For the CBD market to thrive, it requires clear regulatory framework, a supportive government and strong consumer demand. All three have aligned in the UK this year. From a regulatory and government perspective, signals from the Food Standards Agency (FSA) and the Home Office are increasingly positive. While rightly making consumer safety the top priority, they seem to be putting consumer choice and the desire to support the development of the UK industry in a firm joint second.
According to an article by Tony Reeves in the The Grocer, the final ingredient – consumer demand – is certainly there. As a ‘hero ingredient’, CBD has the potential to enhance multiple categories and formats. In the soft drinks industry, for example, it could in time match the £2bn energy drinks subcategory, representing over 5 percent of the sector’s value. Another growing area is supplements. During Covid, consumers have increased their focus on supplements and health-promoting ingredients, including those providing CBD as a main component.

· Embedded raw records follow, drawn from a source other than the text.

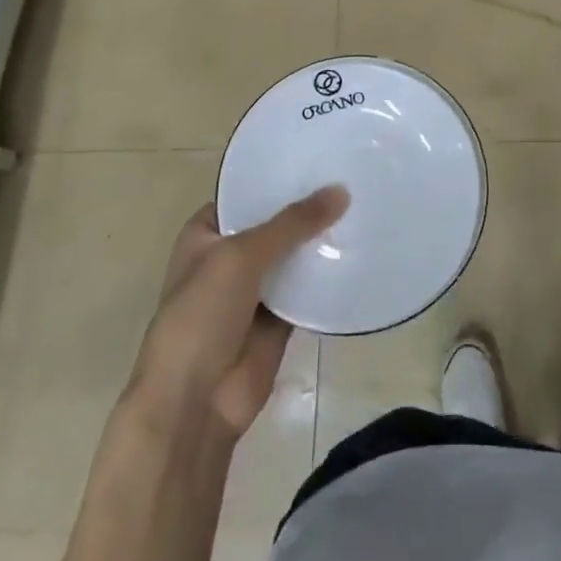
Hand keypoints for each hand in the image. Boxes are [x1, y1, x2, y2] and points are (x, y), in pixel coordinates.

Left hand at [128, 186, 347, 439]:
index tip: (320, 158)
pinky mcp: (279, 319)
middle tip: (354, 177)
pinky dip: (328, 276)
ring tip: (365, 206)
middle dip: (308, 207)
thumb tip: (341, 191)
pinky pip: (308, 290)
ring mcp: (255, 290)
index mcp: (206, 234)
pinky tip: (361, 252)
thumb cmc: (201, 316)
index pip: (246, 194)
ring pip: (294, 256)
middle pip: (275, 224)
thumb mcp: (241, 257)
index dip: (278, 178)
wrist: (195, 403)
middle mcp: (230, 257)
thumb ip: (292, 223)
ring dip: (321, 241)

Still, post-Brexit Britain presents fresh opportunities for creating a vibrant and growing CBD sector. Indeed, the Taskforce on Innovation Growth and Regulatory Reform states its primary objective is to “scope out and propose options for how the UK can take advantage of our newfound regulatory freedoms”, and will report to the prime minister this month.
Against this backdrop, the UK is uniquely placed to become a leading operator within the sector and is already viewed as a key market by manufacturers across Europe and North America. An attractive market has high barriers to entry but low barriers to growth. A sensible regulatory framework, quality standards and an increasingly educated customer base is building the entry barriers. And, for the brands that can comply and deliver, the market holds endless possibilities.